Nathalie paused at the top of the stairwell, drumming her fingertips on the bannister. How to explain her tardiness to Maman? The apartment door opened before she could give it much thought.

“I heard a carriage. That was you? Spending money on a carriage?” Maman retreated back into the apartment. She placed an empty candelabra on a small table with five white candles resting on it.

“I had to,” said Nathalie, following her inside. She closed the door and locked it, then checked to make sure it took. “I didn’t—I didn’t feel safe walking.”

Maman caressed her scars. Her mother used to intertwine her fingers when she was anxious, something which she could no longer do. Touching her scars took the place of that. “I don’t want you to be out alone after dark, or even close to dark.” Her agitated tone shifted into concern. “Not until all of this goes away.”

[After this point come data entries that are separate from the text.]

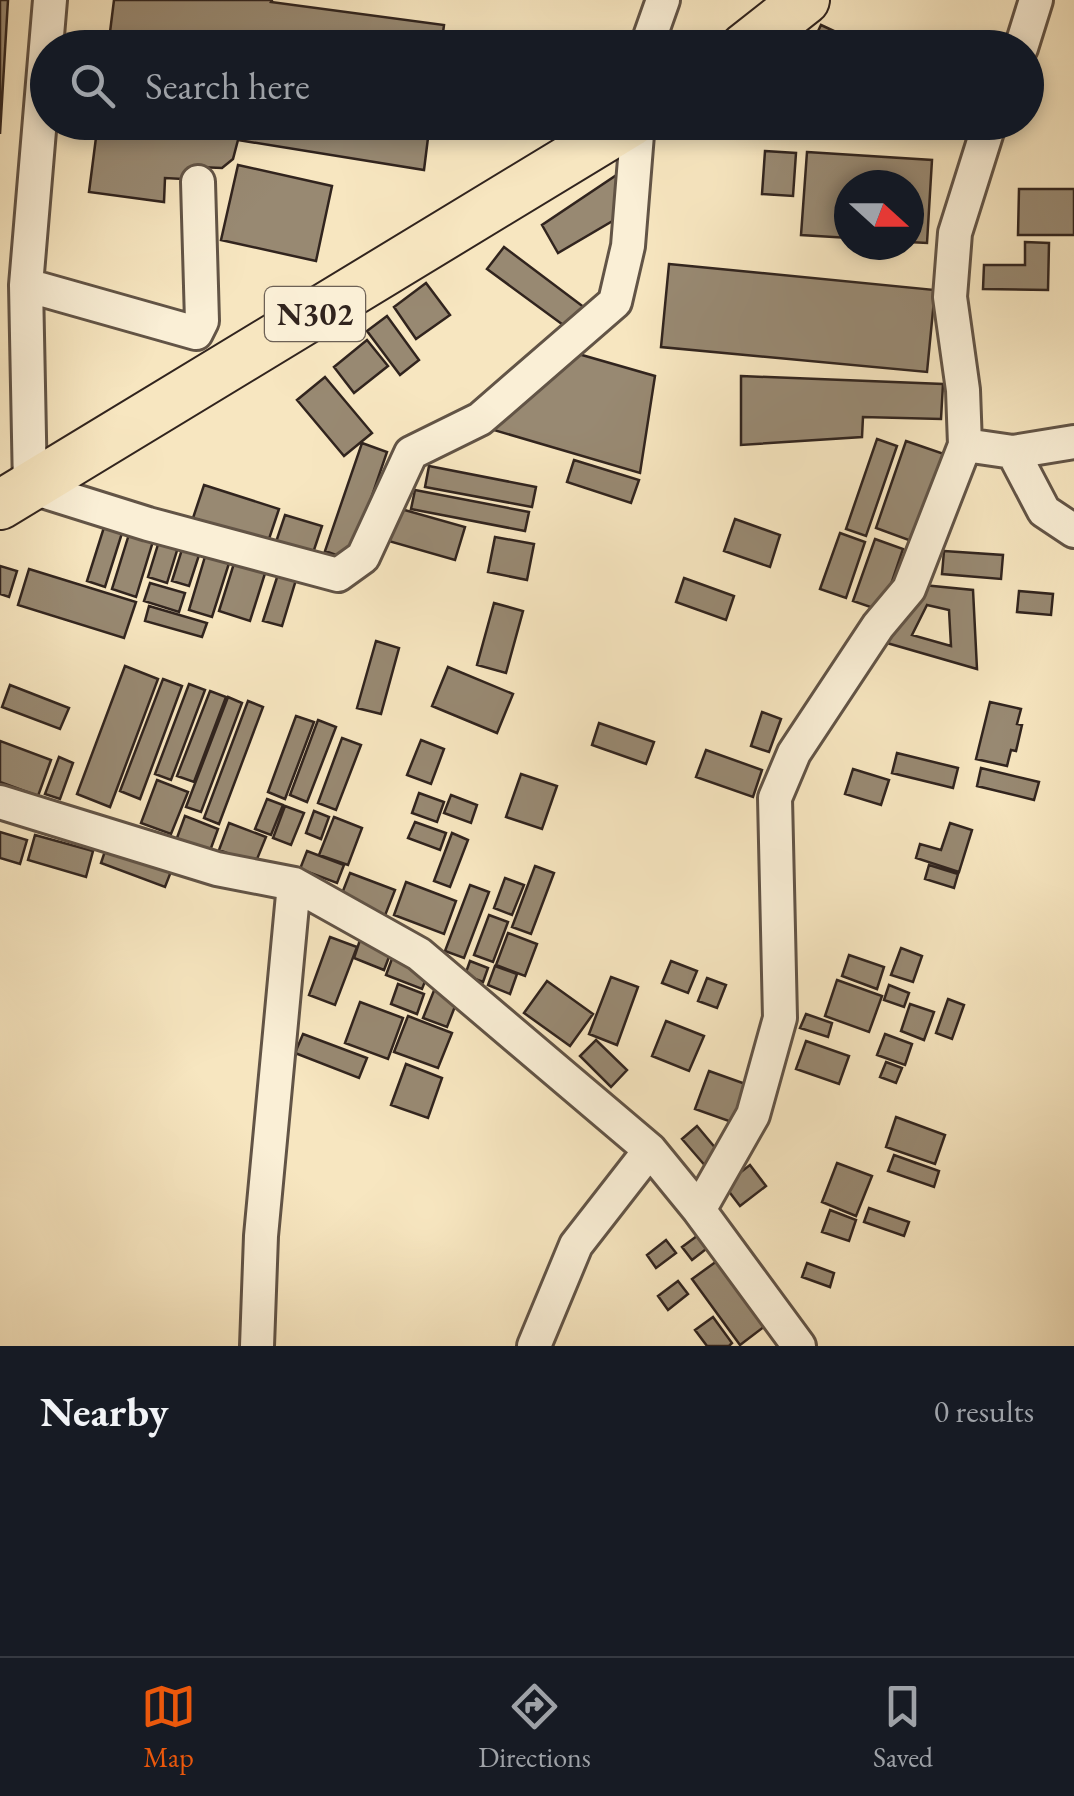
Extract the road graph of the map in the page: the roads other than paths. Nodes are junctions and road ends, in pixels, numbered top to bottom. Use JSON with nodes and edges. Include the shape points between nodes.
{"nodes":[{"id":1,"x":50,"y":0,"type":"edge"},
{"id":2,"x":663,"y":0,"type":"edge"},
{"id":3,"x":805,"y":0,"type":"edge"},
{"id":4,"x":1036,"y":0,"type":"edge"},
{"id":5,"x":47,"y":30,"type":"edge"},
{"id":6,"x":652,"y":30,"type":"edge"},
{"id":7,"x":767,"y":30,"type":"edge"},
{"id":8,"x":1027,"y":30,"type":"edge"},
{"id":9,"x":38,"y":140,"type":"edge"},
{"id":10,"x":600,"y":140,"type":"edge"},
{"id":11,"x":625,"y":140,"type":"edge"},
{"id":12,"x":984,"y":140,"type":"edge"},
{"id":13,"x":198,"y":182,"type":"dead end"},
{"id":14,"x":26,"y":285,"type":"junction"},
{"id":15,"x":1074,"y":442,"type":"edge"},
{"id":16,"x":965,"y":445,"type":"junction"},
{"id":17,"x":1013,"y":452,"type":"junction"},
{"id":18,"x":15,"y":496,"type":"edge"},
{"id":19,"x":1074,"y":530,"type":"edge"},
{"id":20,"x":0,"y":802,"type":"edge"},
{"id":21,"x":294,"y":884,"type":"junction"},
{"id":22,"x":650,"y":1150,"type":"junction"},
{"id":23,"x":699,"y":1210,"type":"junction"},
{"id":24,"x":257,"y":1346,"type":"edge"},
{"id":25,"x":534,"y":1346,"type":"edge"},
{"id":26,"x":800,"y":1346,"type":"edge"}],
"edges":[{"from":1,"to":5,"type":"street"},
{"from":2,"to":6,"type":"street"},
{"from":3,"to":7,"type":"highway"},
{"from":4,"to":8,"type":"street"},
{"from":9,"to":14,"type":"street"},
{"from":10,"to":18,"type":"highway","number":"N302"},
{"from":11,"to":18,"type":"street","via":[[628,246],[614,302],[480,419],[411,454],[364,557],[338,576]]},
{"from":12,"to":16,"type":"street","via":[[955,232],[950,298]]},
{"from":13,"to":14,"type":"street","via":[[202,321],[196,333]]},
{"from":14,"to":18,"type":"street"},
{"from":15,"to":17,"type":"street"},
{"from":16,"to":17,"type":"street"},
{"from":16,"to":23,"type":"street","via":[[909,589],[794,753],[775,798],[780,1018],[753,1115]]},
{"from":17,"to":19,"type":"street","via":[[1044,510]]},
{"from":20,"to":21,"type":"street","via":[[217,869]]},
{"from":21,"to":22,"type":"street","via":[[419,954]]},
{"from":21,"to":24,"type":"street"},
{"from":22,"to":23,"type":"street"},
{"from":22,"to":25,"type":"street","via":[[576,1245]]},
{"from":23,"to":26,"type":"street"}]}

“I don’t think anyone is ever alone in Paris,” Nathalie said with a tense chuckle. “I—I went to the canal on my way home.”

Maman’s brows creased. She put candles in the candelabra, one by one, each movement rougher than the last. “Why?”

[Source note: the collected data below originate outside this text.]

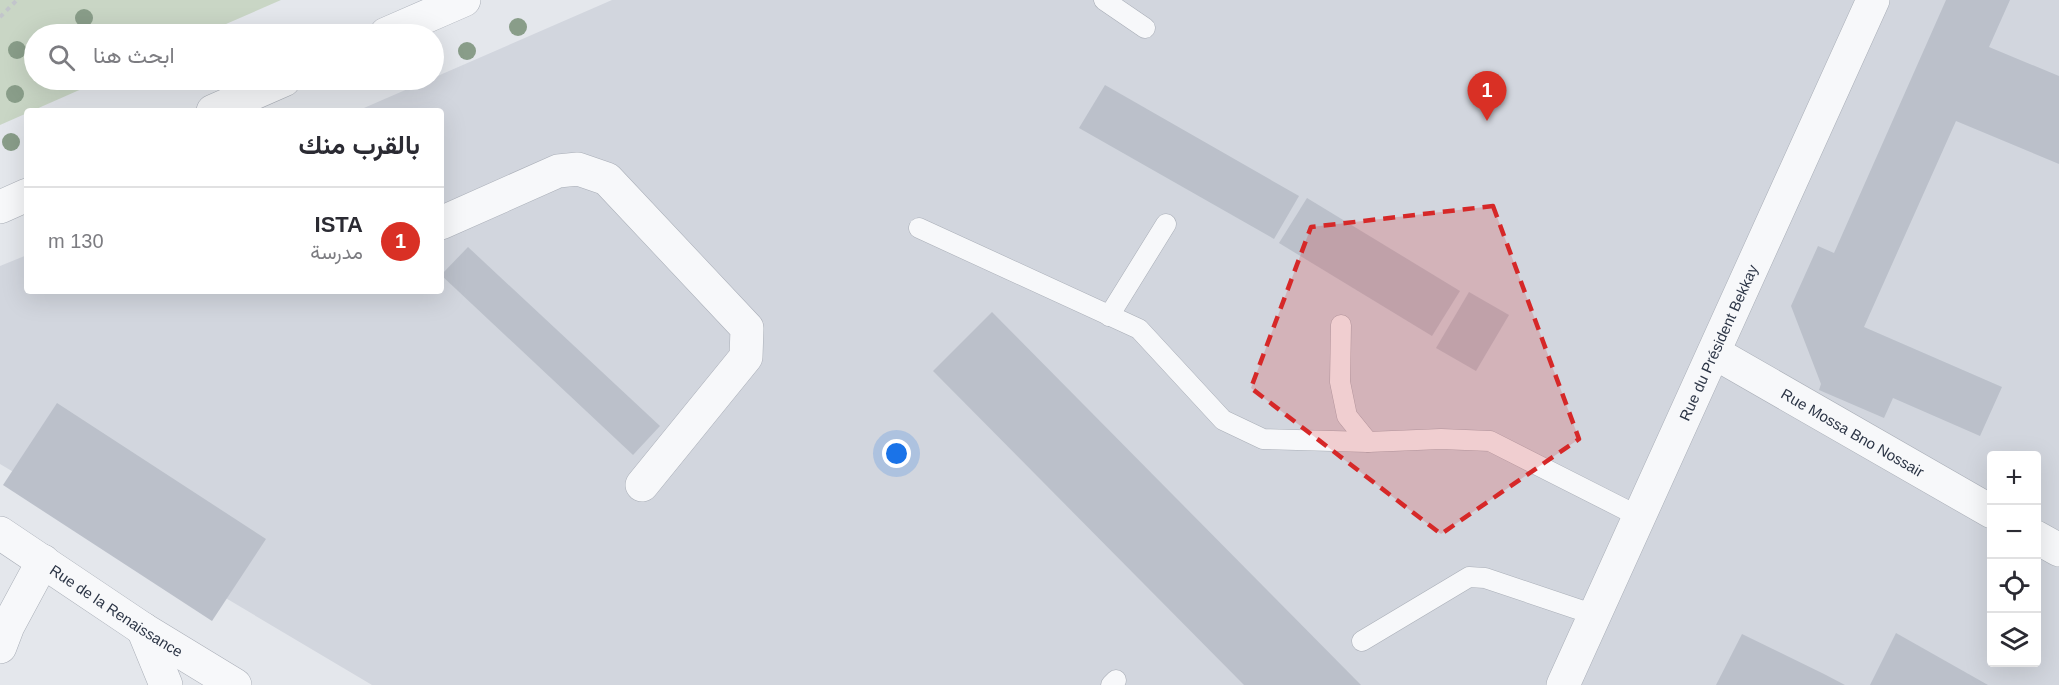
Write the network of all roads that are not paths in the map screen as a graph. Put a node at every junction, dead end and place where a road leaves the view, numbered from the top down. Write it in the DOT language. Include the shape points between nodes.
graph roads {
  1 [pos="464,0"];
  2 [pos="1104,0"];
  3 [pos="1873,0"];
  4 [pos="410,24"];
  5 [pos="1145,28"];
  6 [pos="270,90"];
  7 [pos="251,104"];
  8 [pos="229,108"];
  9 [pos="24,196"];
  10 [pos="0,207"];
  11 [pos="444,222"];
  12 [pos="1166,224"];
  13 [pos="920,228"];
  14 [pos="1109,316"];
  15 [pos="1341,325"];
  16 [pos="1715,353"];
  17 [pos="1368,442"];
  18 [pos="642,485"];
  19 [pos="1987,509"];
  20 [pos="1640,517"];
  21 [pos="0,533"];
  22 [pos="2041,539"];
  23 [pos="2059,550"];
  24 [pos="43,561"];
  25 [pos="1595,615"];
  26 [pos="143,629"];
  27 [pos="1362,641"];
  28 [pos="0,646"];
  29 [pos="166,685"];
  30 [pos="235,685"];
  31 [pos="1563,685"];
  1 -- 4 [label="street"];
  2 -- 5 [label="lane"];
  3 -- 16 [label="street, Rue du Président Bekkay"];
  6 -- 7 [label="street"];
  7 -- 8 [label="street"];
  9 -- 10 [label="street"];
  11 -- 18 [label="street" via="558,171 578,169 607,179 747,328 746,357"];
  12 -- 14 [label="lane"];
  13 -- 14 [label="lane"];
  14 -- 17 [label="lane" via="1139,329 1222,420 1263,439"];
  15 -- 17 [label="lane" via="1340,382 1347,416"];
  16 -- 19 [label="street, Rue Mossa Bno Nossair"];
  16 -- 20 [label="street, Rue du Président Bekkay"];
  17 -- 20 [label="lane" via="1441,438 1490,441"];
  20 -- 25 [label="street, Rue du Président Bekkay"];
  21 -- 24 [label="street, Rue de la Renaissance"];
  22 -- 23 [label="street"];
  24 -- 26 [label="street, Rue de la Renaissance"];
  24 -- 28 [label="street"];
  25 -- 27 [label="lane" via="1496,582 1469,577"];
  25 -- 31 [label="street, Rue du Président Bekkay"];
  26 -- 29 [label="street"];
  26 -- 30 [label="street, Rue de la Renaissance"];
}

As Nathalie rummaged through her head for an answer, it occurred to her that there were, in fact, two possibilities. Her interpretation of events since getting off the tram may have been correct. Or she may have gotten all of it very wrong.

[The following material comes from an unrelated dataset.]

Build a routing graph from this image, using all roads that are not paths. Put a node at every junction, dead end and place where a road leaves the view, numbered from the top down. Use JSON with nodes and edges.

Maybe the man wasn’t following her.

Maybe it was a too-keen sense of alarm, a hasty conclusion.

Maybe it was the killer.

Maybe it wasn’t.

After all, he’d never gotten close enough for her to get a good look. And when she’d gotten to the canal, she hadn’t seen him.

Nathalie cleared her throat. “Have you ever had a little voice in your head that says ‘Do this, not that’?”

“Many times,” said Maman as she struck a match.

“My little voice said to take a carriage tonight, and that was the closest place to get one.”

It wasn’t the truth, but it wasn’t a lie. It was something in between.

“Sometimes the little voice knows best,” said Maman, lighting the candles. “Even if it did mean spending money on a carriage. What was it that prompted the little voice?”

“Just a … feeling.” Nathalie kissed her mother on the cheek. “I’m sorry for worrying you, Maman. I promise to be home long before nightfall from now on.”

“Thank you, ma bichette.”

Maman took one of her half-finished dresses, a red chiffon one with velvet trim, off the dress form. By candlelight she worked on it—slowly, awkwardly, painfully—a while before bidding Nathalie goodnight. After Maman left the room, Nathalie waited a few minutes before peeking out the windows and checking again to make sure the apartment door was locked. She did it all a second time, too.

Then she settled down on the sofa, Stanley at her side, to write in her journal. In lieu of never seeing the wiry man’s face—hidden under a hat, in shadow, always just too far away to see—she recorded every other aspect of her encounter, even drawing a street map. After finishing, she flipped several pages back to reread the last few entries leading up to tonight.